The faculty organizers heard from students as they shaped the course. One student, Zac Johnson, an officer with Duke Student Government, said many students are looking for a course about race that will challenge their assumptions and stereotypes about race “and open the door to new fields of study for those who may have traditionally avoided such course material.”
But like the faculty co-convenors, Johnson also believes this academic project may be valuable beyond the classroom and could improve campus culture on issues of race.
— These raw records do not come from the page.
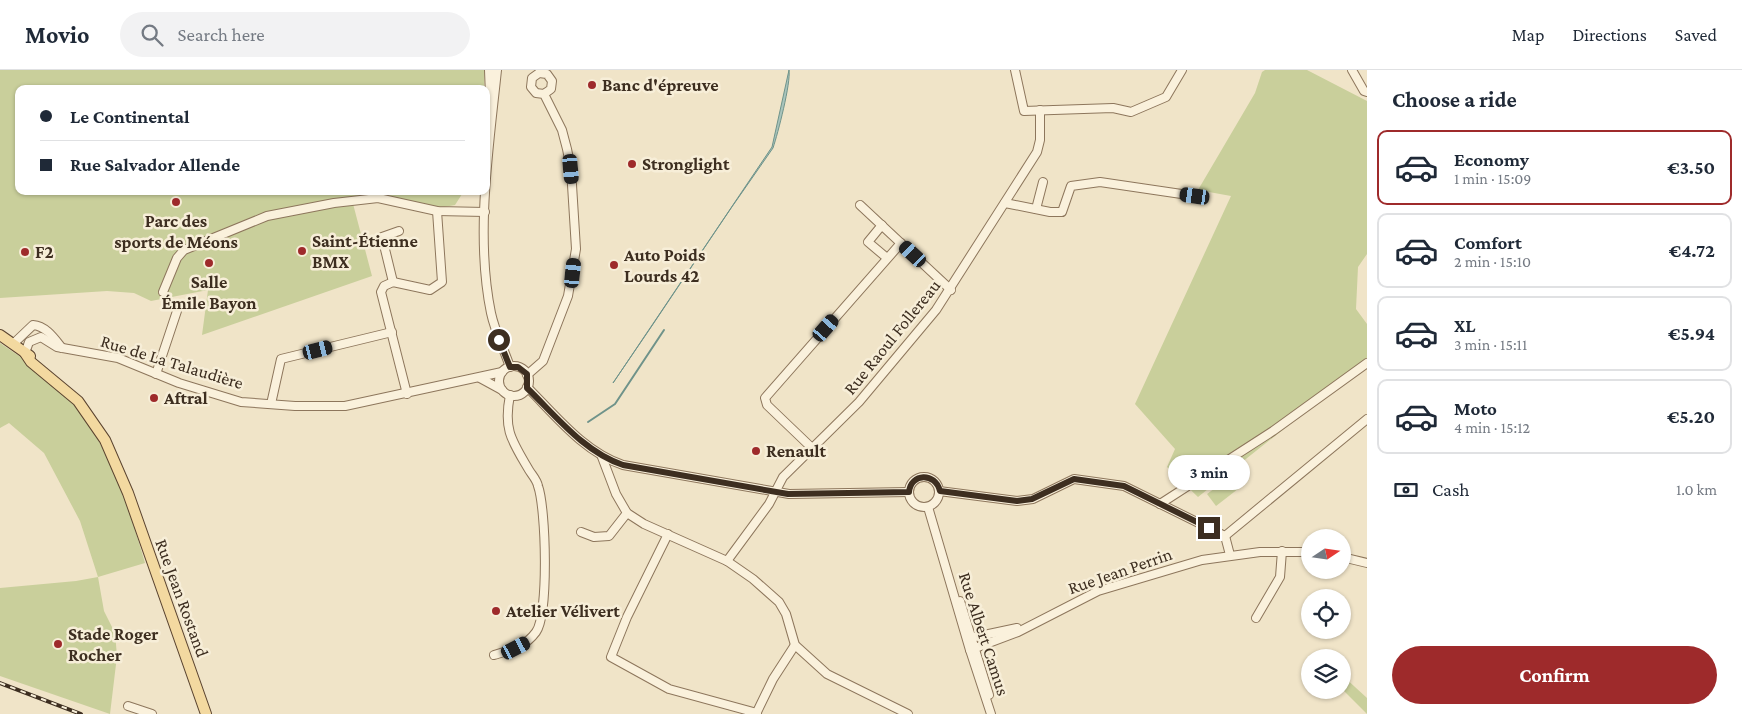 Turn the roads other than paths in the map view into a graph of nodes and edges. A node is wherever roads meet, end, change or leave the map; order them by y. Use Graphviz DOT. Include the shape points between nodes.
graph roads {
  1 [pos="489,70"];
  2 [pos="497,70"];
  3 [pos="1015,70"];
  4 [pos="1182,70"];
  5 [pos="1352,70"];
  6 [pos="489,85"];
  7 [pos="1367,92"];
  8 [pos="544,94"];
  9 [pos="490,101"];
  10 [pos="1040,110"];
  11 [pos="491,132"];
  12 [pos="490,145"];
  13 [pos="1043,182"];
  14 [pos="486,195"];
  15 [pos="1195,196"];
  16 [pos="1005,202"];
  17 [pos="860,206"];
  18 [pos="1036,209"];
  19 [pos="437,210"];
  20 [pos="485,212"];
  21 [pos="882,225"];
  22 [pos="399,231"];
  23 [pos="900,242"];
  24 [pos="887,258"];
  25 [pos="393,282"];
  26 [pos="951,290"];
  27 [pos="164,292"];
  28 [pos="177,311"];
  29 [pos="392,332"];
  30 [pos="0,336"];
  31 [pos="13,344"];
  32 [pos="62,348"];
  33 [pos="25,353"];
  34 [pos="1367,363"];
  35 [pos="510,367"];
  36 [pos="502,372"];
  37 [pos="156,374"];
  38 [pos="527,374"];
  39 [pos="480,378"];
  40 [pos="527,388"];
  41 [pos="502,390"];
  42 [pos="407,394"];
  43 [pos="510,396"];
  44 [pos="271,404"];
  45 [pos="1367,419"];
  46 [pos="813,449"];
  47 [pos="602,458"];
  48 [pos="775,491"];
  49 [pos="940,491"];
  50 [pos="909,492"];
  51 [pos="1160,504"];
  52 [pos="928,507"];
  53 [pos="627,513"];
  54 [pos="581,532"];
  55 [pos="668,534"];
  56 [pos="1225,536"];
  57 [pos="1282,551"];
  58 [pos="1301,552"];
  59 [pos="1230,555"];
  60 [pos="1351,559"];
  61 [pos="727,561"];
  62 [pos="1367,563"];
  63 [pos="1256,618"];
  64 [pos="1024,627"];
  65 [pos="970,638"];
  66 [pos="795,645"];
  67 [pos="973,649"];
  68 [pos="494,655"];
  69 [pos="128,706"];
  70 [pos="757,713"];
  71 [pos="152,714"];
  72 [pos="206,714"];
  73 [pos="908,714"];
  74 [pos="992,714"];
  1 -- 6 [label="street"];
  2 -- 11 [label="street"];
  3 -- 10 [label="street" via="1024,111"];
  4 -- 10 [label="street" via="1166,97 1131,112 1113,108"];
  5 -- 7 [label="street"];
  8 -- 38 [label="street" via="562,130 567,149 576,249 568,296 542,363"];
  9 -- 11 [label="street"];
  10 -- 16 [label="street, Rue Raoul Follereau" via="1037,152"];
  11 -- 12 [label="street"];
  13 -- 18 [label="street"];
  14 -- 20 [label="street"];
  15 -- 18 [label="street" via="1100,182 1070,186 1062,212"];
  16 -- 18 [label="street"];
  16 -- 26 [label="street, Rue Raoul Follereau"];
  17 -- 21 [label="street"];
  19 -- 20 [label="street"];
  19 -- 25 [label="street" via="442,282 430,290"];
  19 -- 27 [label="street" via="378,198 267,216 184,250 177,258"];
  20 -- 35 [label="street" via="484,256 491,313"];
  21 -- 23 [label="street"];
  21 -- 24 [label="street" via="868,242"];
  22 -- 25 [label="street" via="382,237"];
  23 -- 24 [label="street"];
  23 -- 26 [label="street"];
  24 -- 46 [label="street" via="765,398 767,405"];
  25 -- 29 [label="street" via="384,286 381,292"];
  26 -- 46 [label="street, Rue Raoul Follereau" via="859,402"];
  28 -- 37 [label="street"];
  29 -- 42 [label="street"];
  29 -- 44 [label="street" via="280,359"];
  30 -- 31 [label="main road"];
  31 -- 32 [label="street" via="26,329 40,325"];
  31 -- 33 [label="main road"];
  32 -- 33 [label="street, Rue de La Talaudière" via="47,339 35,338 27,345"];
  32 -- 37 [label="street, Rue de La Talaudière" via="118,358"];
  33 -- 72 [label="main road, Rue Jean Rostand" via="71,387 92,412 115,450"];
  34 -- 51 [label="street" via="1273,431"];
  35 -- 36 [label="street"];
  35 -- 38 [label="street" via="518,367"];
  36 -- 39 [label="street, Rue de La Talaudière"];
  36 -- 41 [label="street" via="499,382"];
  37 -- 44 [label="street, Rue de La Talaudière" via="240,402"];
  38 -- 40 [label="street"];
  39 -- 41 [label="street"];
  39 -- 42 [label="street, Rue de La Talaudière"];
  40 -- 43 [label="street" via="522,394"];
  40 -- 47 [label="street"];
  41 -- 43 [label="street"];
  42 -- 44 [label="street, Rue de La Talaudière" via="345,406"];
  43 -- 68 [label="street" via="506,420 510,435 538,484 544,506 543,610 537,630 526,643"];
  45 -- 56 [label="street"];
  46 -- 48 [label="street, Rue Raoul Follereau"];
  47 -- 48 [label="street" via="650,472"];
  47 -- 53 [label="street"];
  48 -- 50 [label="street" via="788,494"];
  48 -- 61 [label="street, Rue Raoul Follereau"];
  49 -- 50 [label="street" via="935,481 926,476 912,482"];
  49 -- 51 [label="street" via="1017,501 1032,499 1074,479 1124,486"];
  49 -- 52 [label="street" via="937,501"];
  50 -- 52 [label="street" via="915,504"];
  51 -- 56 [label="street"];
  52 -- 65 [label="street, Rue Albert Camus"];
  53 -- 54 [label="street" via="609,536 594,537"];
  53 -- 55 [label="street"];
  55 -- 61 [label="street"];
  55 -- 70 [label="street" via="626,617 611,657 670,690"];
  56 -- 59 [label="street"];
  57 -- 58 [label="street, Rue Jean Perrin"];
  57 -- 59 [label="street, Rue Jean Perrin"];
  57 -- 63 [label="street" via="1280,577"];
  59 -- 64 [label="street, Rue Jean Perrin" via="1098,590"];
  60 -- 62 [label="street"];
  61 -- 66 [label="street" via="779,602"];
  64 -- 65 [label="street, Rue Jean Perrin"];
  64 -- 67 [label="street, Rue Jean Perrin"];
  65 -- 67 [label="street, Rue Albert Camus"];
  66 -- 70 [label="street" via="773,679"];
  66 -- 73 [label="street" via="828,674"];
  67 -- 74 [label="street, Rue Albert Camus"];
  69 -- 71 [label="street"];
}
By addressing misinformation on these issues in the student body, he said the course will help forge “a student body that challenges the boundaries of the [racial] knowledge socialized unto them.”
The organizing faculty are aware that political leaders are challenging classes built around critical discussions about race in universities across the country.
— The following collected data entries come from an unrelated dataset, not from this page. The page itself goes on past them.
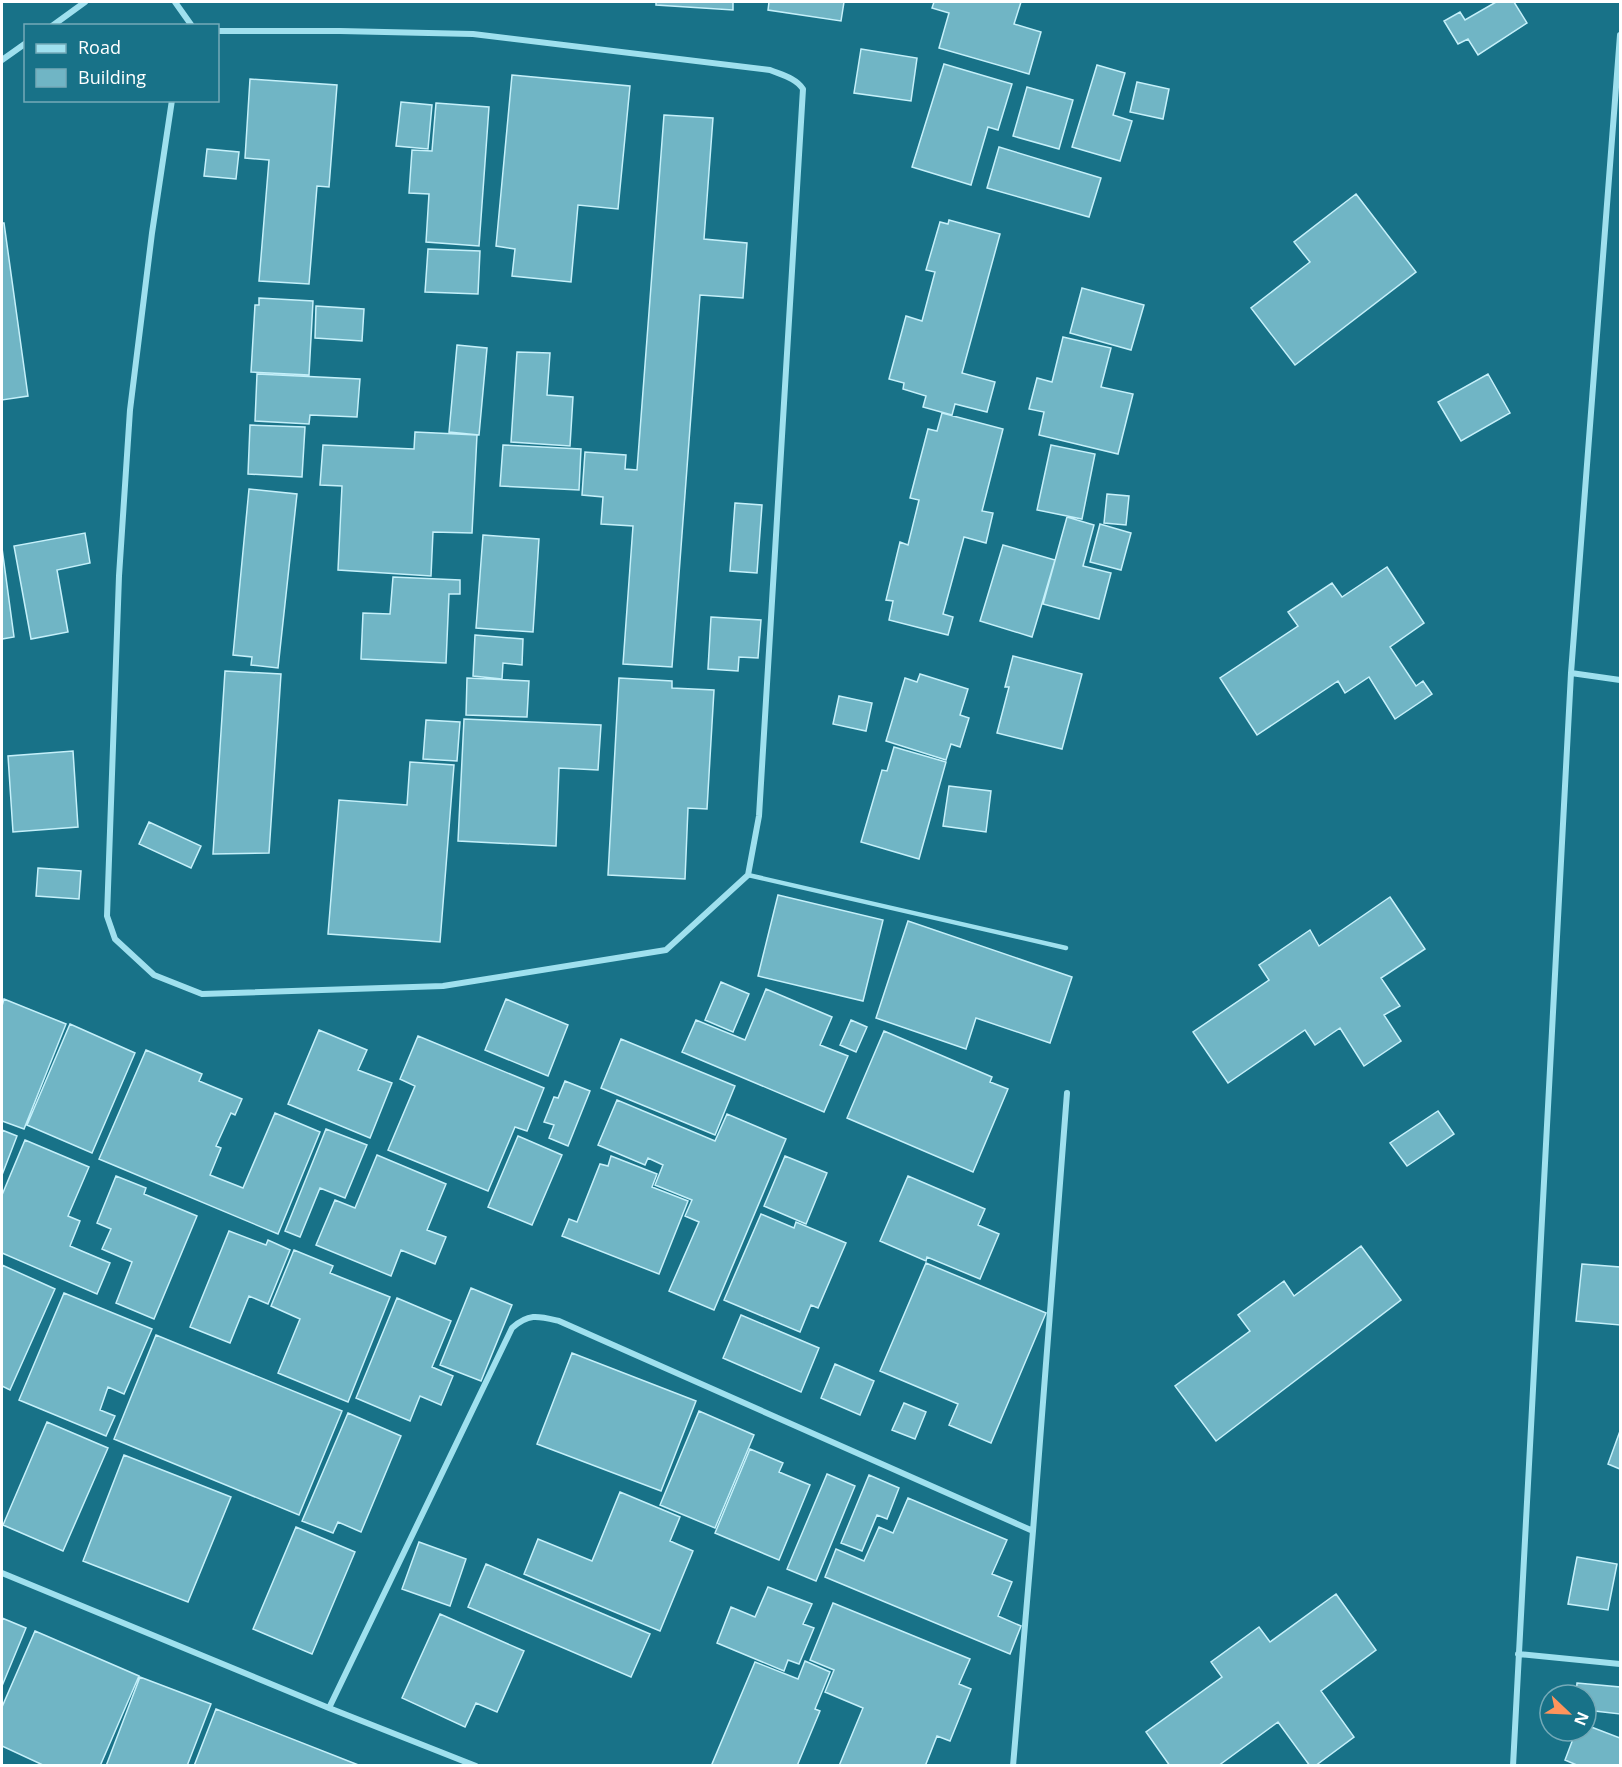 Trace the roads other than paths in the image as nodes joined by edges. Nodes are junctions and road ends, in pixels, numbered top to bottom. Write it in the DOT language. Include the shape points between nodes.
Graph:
graph roads {
  1 [pos="86,2"];
  2 [pos="175,2"];
  3 [pos="55,24"];
  4 [pos="191,24"];
  5 [pos="219,31"];
  6 [pos="1620,35"];
  7 [pos="24,44"];
  8 [pos="2,60"];
  9 [pos="172,102"];
  10 [pos="1571,674"];
  11 [pos="1620,680"];
  12 [pos="748,875"];
  13 [pos="1066,948"];
  14 [pos="1067,1093"];
  15 [pos="1033,1531"];
  16 [pos="2,1572"];
  17 [pos="1518,1654"];
  18 [pos="1620,1664"];
  19 [pos="329,1708"];
  20 [pos="477,1766"];
  21 [pos="1013,1766"];
  22 [pos="1513,1766"];
  1 -- 3 [label="street"];
  2 -- 4 [label="street"];
  5 -- 12 [label="street" via="473,34 770,70 803,89 759,816"];
  6 -- 10 [label="street"];
  7 -- 8 [label="street"];
  9 -- 12 [label="street" via="130,410 119,576 107,916 115,939 154,975 202,994 443,986 666,950"];
  10 -- 11 [label="street"];
  10 -- 17 [label="street"];
  12 -- 13 [label="lane"];
  14 -- 15 [label="street"];
  15 -- 19 [label="street" via="559,1321 536,1316 522,1319 512,1328"];
  15 -- 21 [label="street"];
  16 -- 19 [label="street"];
  17 -- 18 [label="street"];
  17 -- 22 [label="street"];
  19 -- 20 [label="street"];
}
“A straightforward and scholarly reckoning with the role of race in the United States is something that Duke as a private university can more readily do than can public ones, so we have a responsibility to do so,” said Don Taylor, professor of public policy in the Sanford School and director of the Social Science Research Institute. “This course will benefit from the work of many scholars at Duke who have been focused on these topics for years.” Taylor is the fourth faculty co-convenor.
The co-convenors are already thinking ahead of what might follow this year’s course and how it can support expanded discussions of race throughout the Duke curriculum. “We don’t believe this is the only way to teach this course,” Royal said. “We have a lot of great faculty with expertise on this topic we couldn’t fit in this year. Next year it might look different.”
But moving forward, Kwon said she believes the course will prompt change, one that will show that at Duke, “the basics of American and global racial dynamics are valued as foundational knowledge for our graduating students as they move into an-ever diversifying world.”
She added that while there has been leadership from some faculty on racial equity, Kwon said “the heavy lifting of this work has traditionally been given to the purview of units like student affairs and cultural and affinity centers. This means this has not been centered as the intellectual and academic mission of our universities.”
“Now, the difference is that Duke’s leadership is working to desegregate these structural divides to bring these questions to the center of our academic mission. It’s exciting.”
To Haynie, the course is also a logical response to Duke’s mission to prepare students to be global citizens in a moment of demographic, political and social change. The information in this course will be valuable to students in medicine, law, business, education – any field where they will engage people of a different race and culture.
“Students know that the world they are going into is a very different one from what I went into when I was in college,” Haynie said. “They have to know how this world was shaped and the dynamics behind it. To teach them that, the university is going to have to be a different institution.”